For the entries that follow, give the number of lines holding the string "Avenue" and nothing more.

==== Supplied records

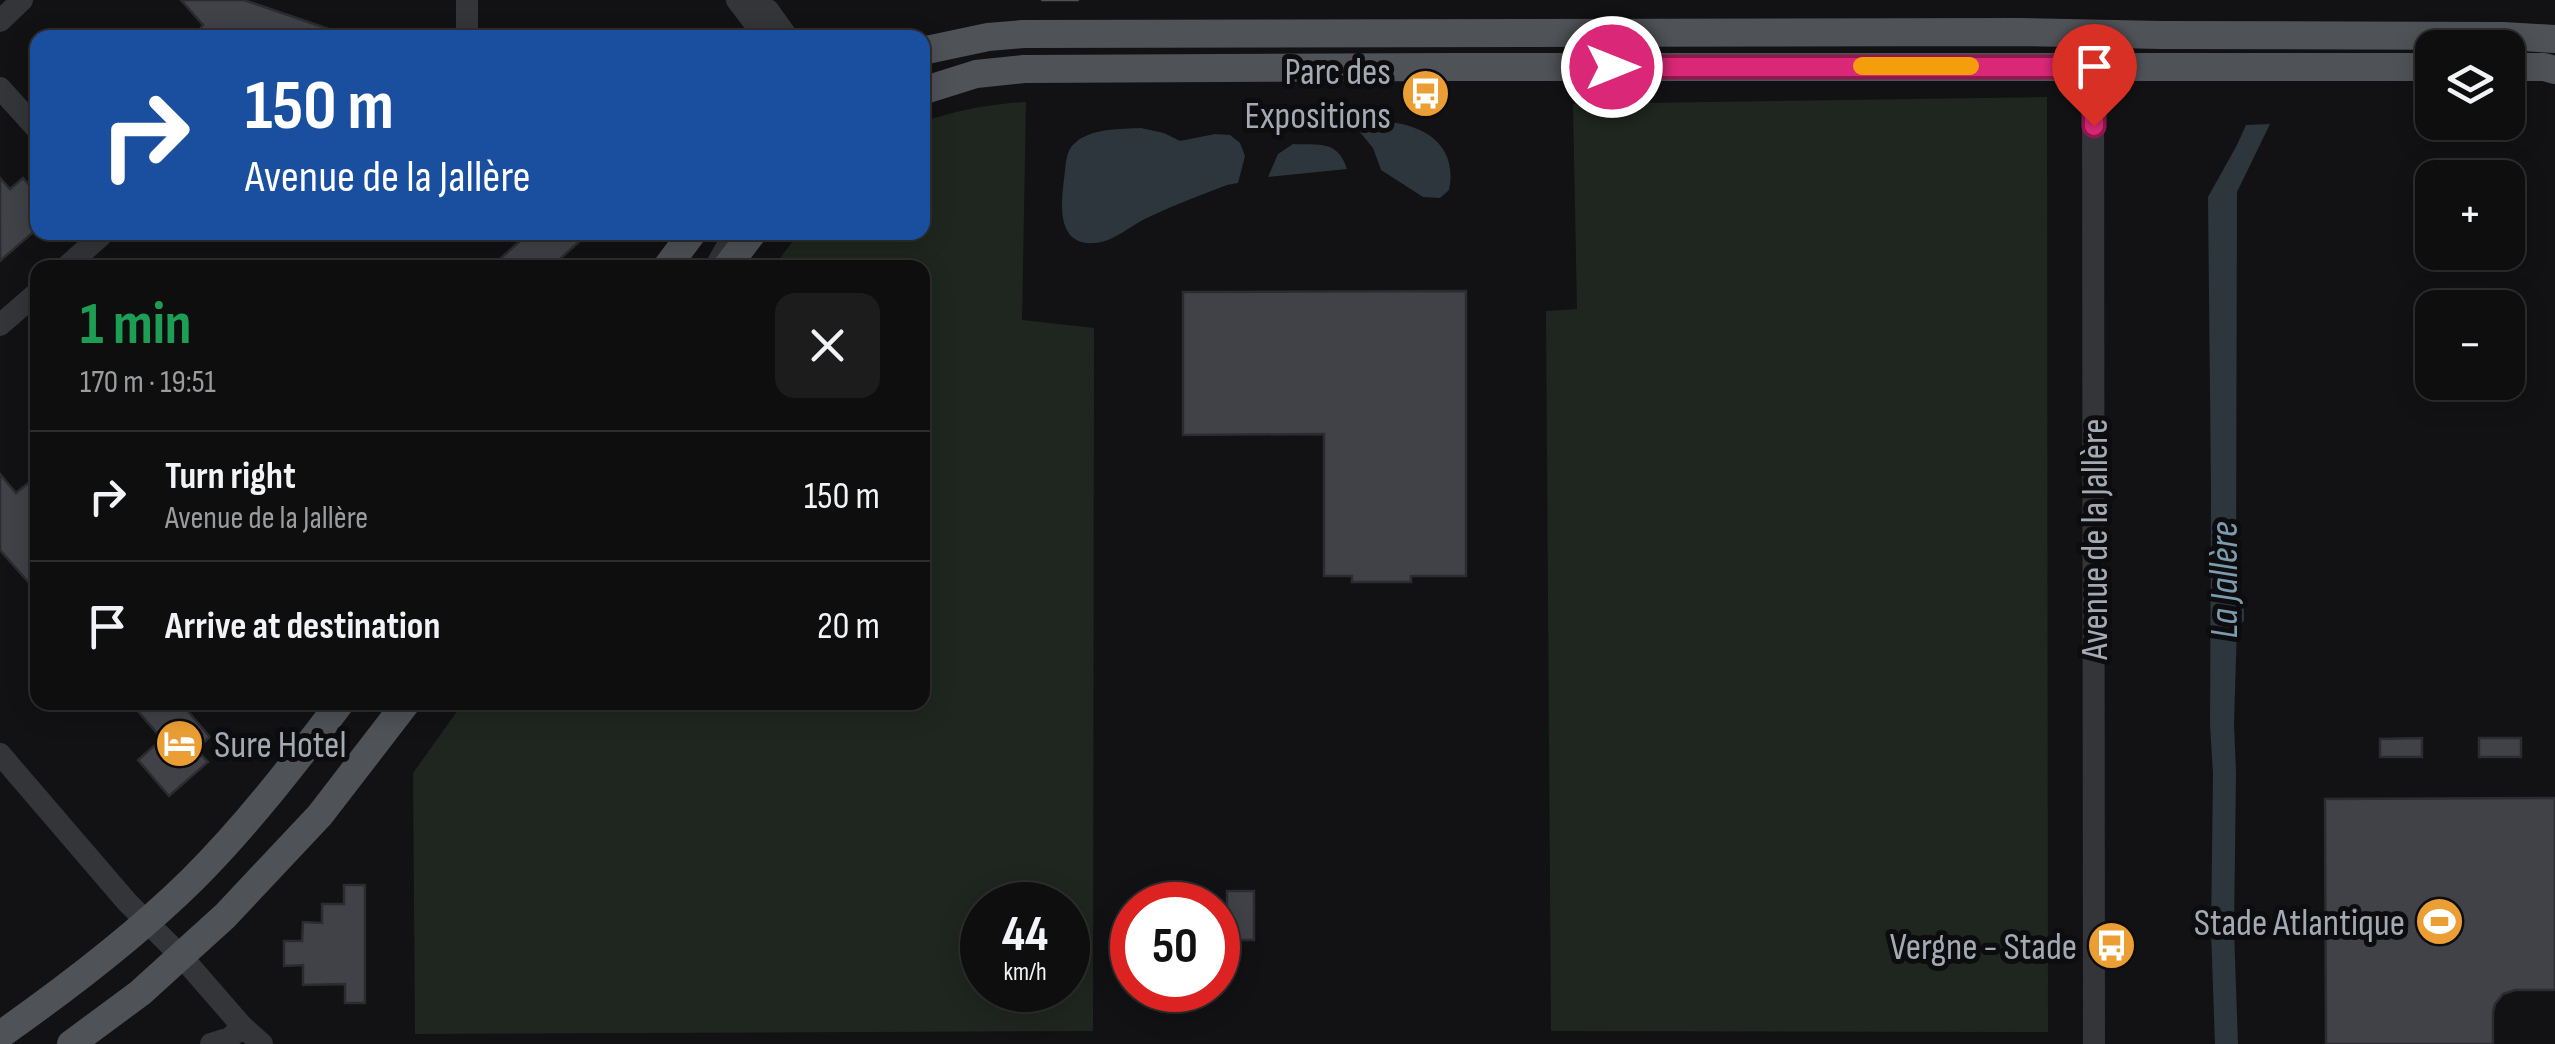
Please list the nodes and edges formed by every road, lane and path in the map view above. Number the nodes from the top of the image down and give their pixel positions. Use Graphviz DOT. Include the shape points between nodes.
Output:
graph roads {
  1 [pos="22,0"];
  2 [pos="467,0"];
  3 [pos="738,0"];
  4 [pos="0,21"];
  5 [pos="467,30"];
  6 [pos="760,30"];
  7 [pos="782,30"];
  8 [pos="2093,34"];
  9 [pos="2555,39"];
  10 [pos="930,49"];
  11 [pos="2094,67"];
  12 [pos="2415,67"];
  13 [pos="2525,67"];
  14 [pos="2555,70"];
  15 [pos="0,88"];
  16 [pos="930,88"];
  17 [pos="30,121"];
  18 [pos="96,240"];
  19 [pos="748,240"];
  20 [pos="74,260"];
  21 [pos="732,260"];
  22 [pos="30,299"];
  23 [pos="0,325"];
  24 [pos="336,710"];
  25 [pos="401,710"];
  26 [pos="0,754"];
  27 [pos="146,920"];
  28 [pos="182,957"];
  29 [pos="242,1026"];
  30 [pos="0,1035"];
  31 [pos="71,1044"];
  32 [pos="211,1044"];
  33 [pos="262,1044"];
  34 [pos="2094,1044"];
  1 -- 4 [label="street"];
  2 -- 5 [label="street"];
  3 -- 6 [label="street"];
  3 -- 7 [label="street" via="768,10"];
  8 -- 9 [label="main road"];
  8 -- 10 [label="main road" via="1023,34"];
  8 -- 11 [label="street, Avenue de la Jallère"];
  11 -- 12 [label="main road"];
  11 -- 16 [label="main road" via="1024,70"];
  11 -- 34 [label="street, Avenue de la Jallère"];
  13 -- 14 [label="main road"];
  15 -- 17 [label="street"];
  18 -- 20 [label="street"];
  19 -- 21 [label="main road"];
  22 -- 23 [label="street"];
  24 -- 27 [label="main road" via="266,800"];
  25 -- 28 [label="main road" via="320,816"];
  26 -- 27 [label="street"];
  27 -- 28 [label="street"];
  27 -- 30 [label="main road"];
  28 -- 29 [label="street"];
  28 -- 31 [label="main road"];
  29 -- 32 [label="street"];
  29 -- 33 [label="street"];
}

========

§ **Solution to this problem**
2